WORK TO COMPLETE
Please look for the string "thumb" below and report every line in which it occurs.

============================================================

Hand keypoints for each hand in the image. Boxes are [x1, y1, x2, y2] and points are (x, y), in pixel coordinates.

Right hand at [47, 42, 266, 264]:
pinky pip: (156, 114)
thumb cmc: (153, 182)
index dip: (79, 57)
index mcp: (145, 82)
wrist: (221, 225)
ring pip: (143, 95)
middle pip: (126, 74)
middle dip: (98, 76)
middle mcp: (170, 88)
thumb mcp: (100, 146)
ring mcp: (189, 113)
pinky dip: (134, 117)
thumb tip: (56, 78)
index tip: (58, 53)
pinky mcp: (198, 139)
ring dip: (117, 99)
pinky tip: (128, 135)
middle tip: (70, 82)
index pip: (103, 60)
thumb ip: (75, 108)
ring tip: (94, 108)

============================================================

ANSWER SECTION
thumb cmc: (153, 182)
thumb mcp: (100, 146)
thumb tip: (56, 78)
thumb ip: (75, 108)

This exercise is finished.